## [PROBLEM REQUIREMENTS]
Give back each entry exactly as written, apart from the pictures.

## [DATASET CONTENT]
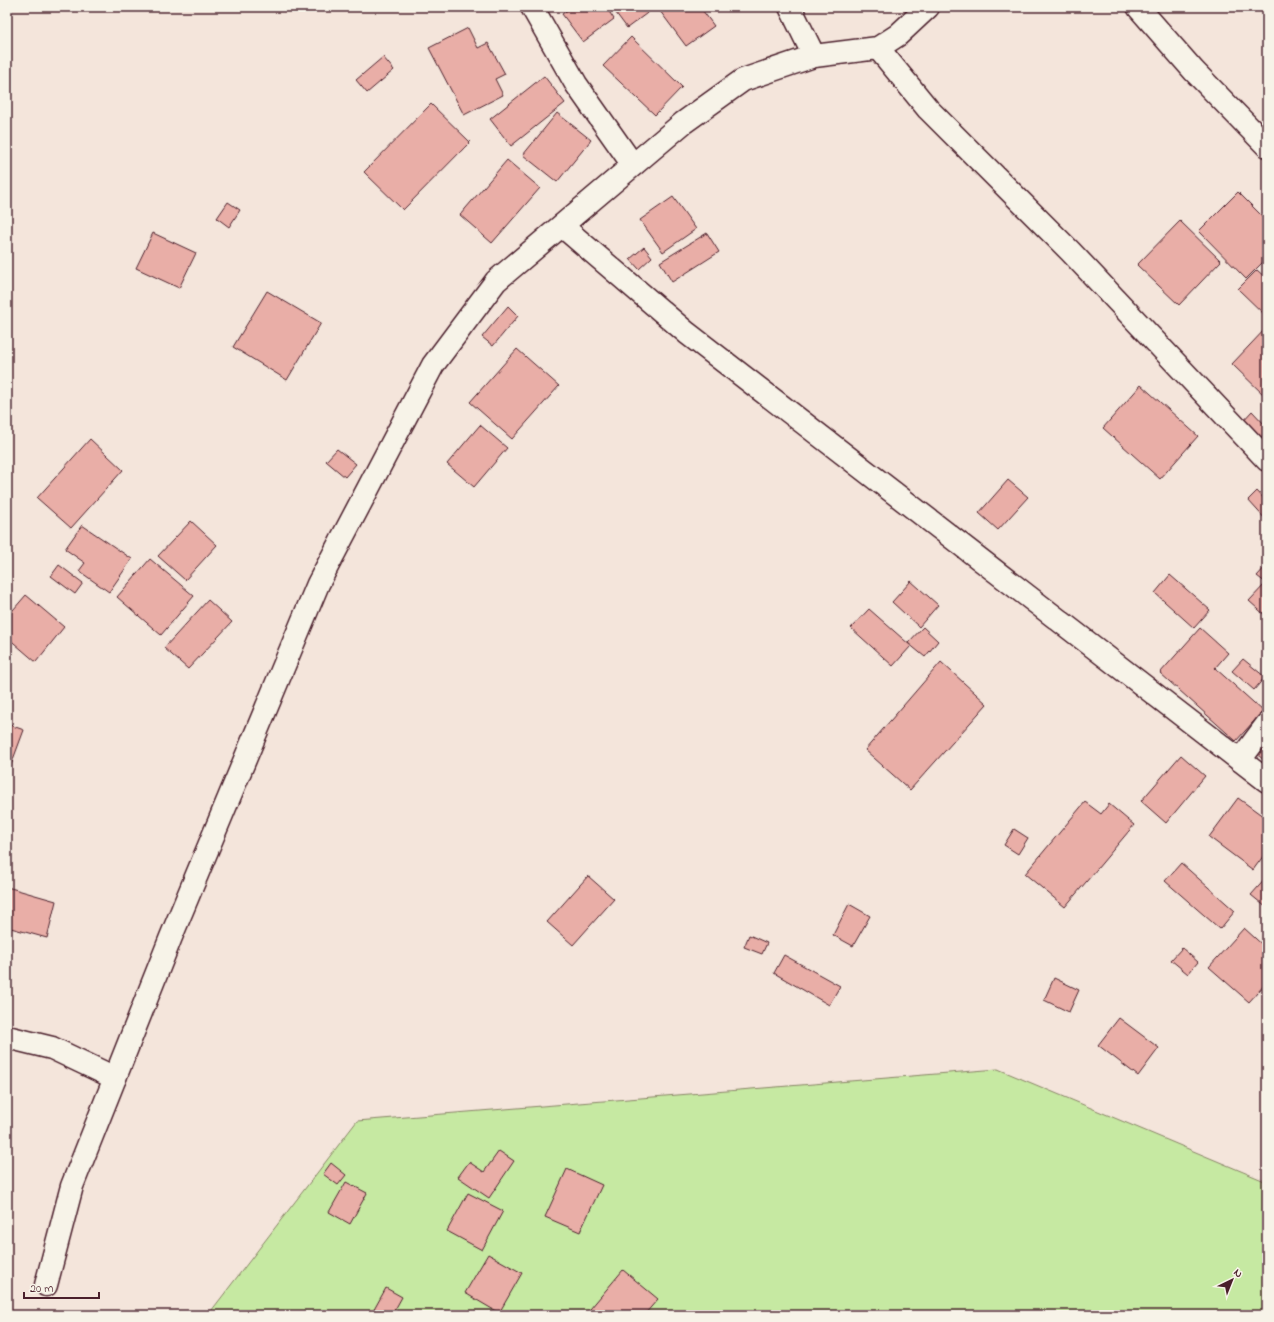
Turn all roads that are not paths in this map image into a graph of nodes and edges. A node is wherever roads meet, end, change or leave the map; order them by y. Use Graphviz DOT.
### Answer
graph roads {
  1 [pos="532,7"];
  2 [pos="790,7"];
  3 [pos="928,7"];
  4 [pos="1138,7"];
  5 [pos="878,48"];
  6 [pos="814,56"];
  7 [pos="1267,146"];
  8 [pos="633,165"];
  9 [pos="562,226"];
  10 [pos="1267,460"];
  11 [pos="1267,724"];
  12 [pos="1240,760"];
  13 [pos="1267,781"];
  14 [pos="7,1037"];
  15 [pos="115,1078"];
  16 [pos="46,1285"];
  1 -- 8 [label="street"];
  2 -- 6 [label="street"];
  3 -- 5 [label="street"];
  4 -- 7 [label="street"];
  5 -- 6 [label="street"];
  5 -- 10 [label="street"];
  6 -- 8 [label="street"];
  8 -- 9 [label="street"];
  9 -- 12 [label="street"];
  9 -- 15 [label="street"];
  11 -- 12 [label="street"];
  12 -- 13 [label="street"];
  14 -- 15 [label="street"];
  15 -- 16 [label="street"];
}
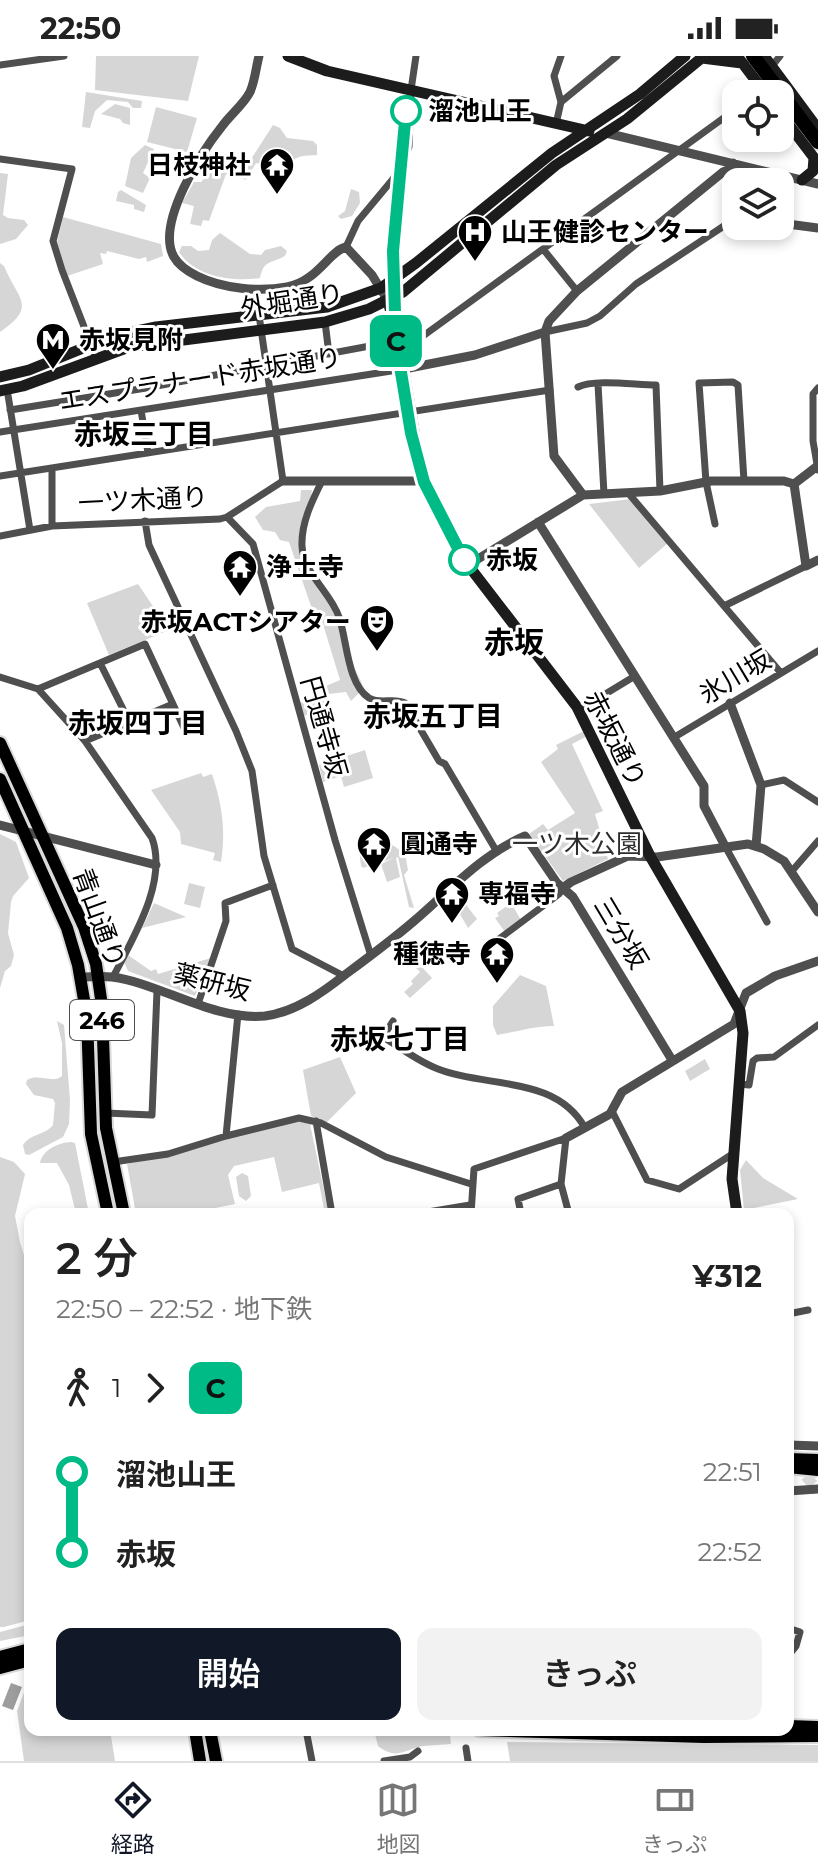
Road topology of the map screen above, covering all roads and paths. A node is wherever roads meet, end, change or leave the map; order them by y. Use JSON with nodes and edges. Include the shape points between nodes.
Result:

## [COMPLETED EXERCISE]
Turn all roads that are not paths in this map image into a graph of nodes and edges. A node is wherever roads meet, end, change or leave the map; order them by y. Use Graphviz DOT.
### Answer
graph roads {
  1 [pos="532,7"];
  2 [pos="790,7"];
  3 [pos="928,7"];
  4 [pos="1138,7"];
  5 [pos="878,48"];
  6 [pos="814,56"];
  7 [pos="1267,146"];
  8 [pos="633,165"];
  9 [pos="562,226"];
  10 [pos="1267,460"];
  11 [pos="1267,724"];
  12 [pos="1240,760"];
  13 [pos="1267,781"];
  14 [pos="7,1037"];
  15 [pos="115,1078"];
  16 [pos="46,1285"];
  1 -- 8 [label="street"];
  2 -- 6 [label="street"];
  3 -- 5 [label="street"];
  4 -- 7 [label="street"];
  5 -- 6 [label="street"];
  5 -- 10 [label="street"];
  6 -- 8 [label="street"];
  8 -- 9 [label="street"];
  9 -- 12 [label="street"];
  9 -- 15 [label="street"];
  11 -- 12 [label="street"];
  12 -- 13 [label="street"];
  14 -- 15 [label="street"];
  15 -- 16 [label="street"];
}
Road topology of the map screen above, covering all roads and paths. A node is wherever roads meet, end, change or leave the map; order them by y. Use JSON with nodes and edges. Include the shape points between nodes.
Result:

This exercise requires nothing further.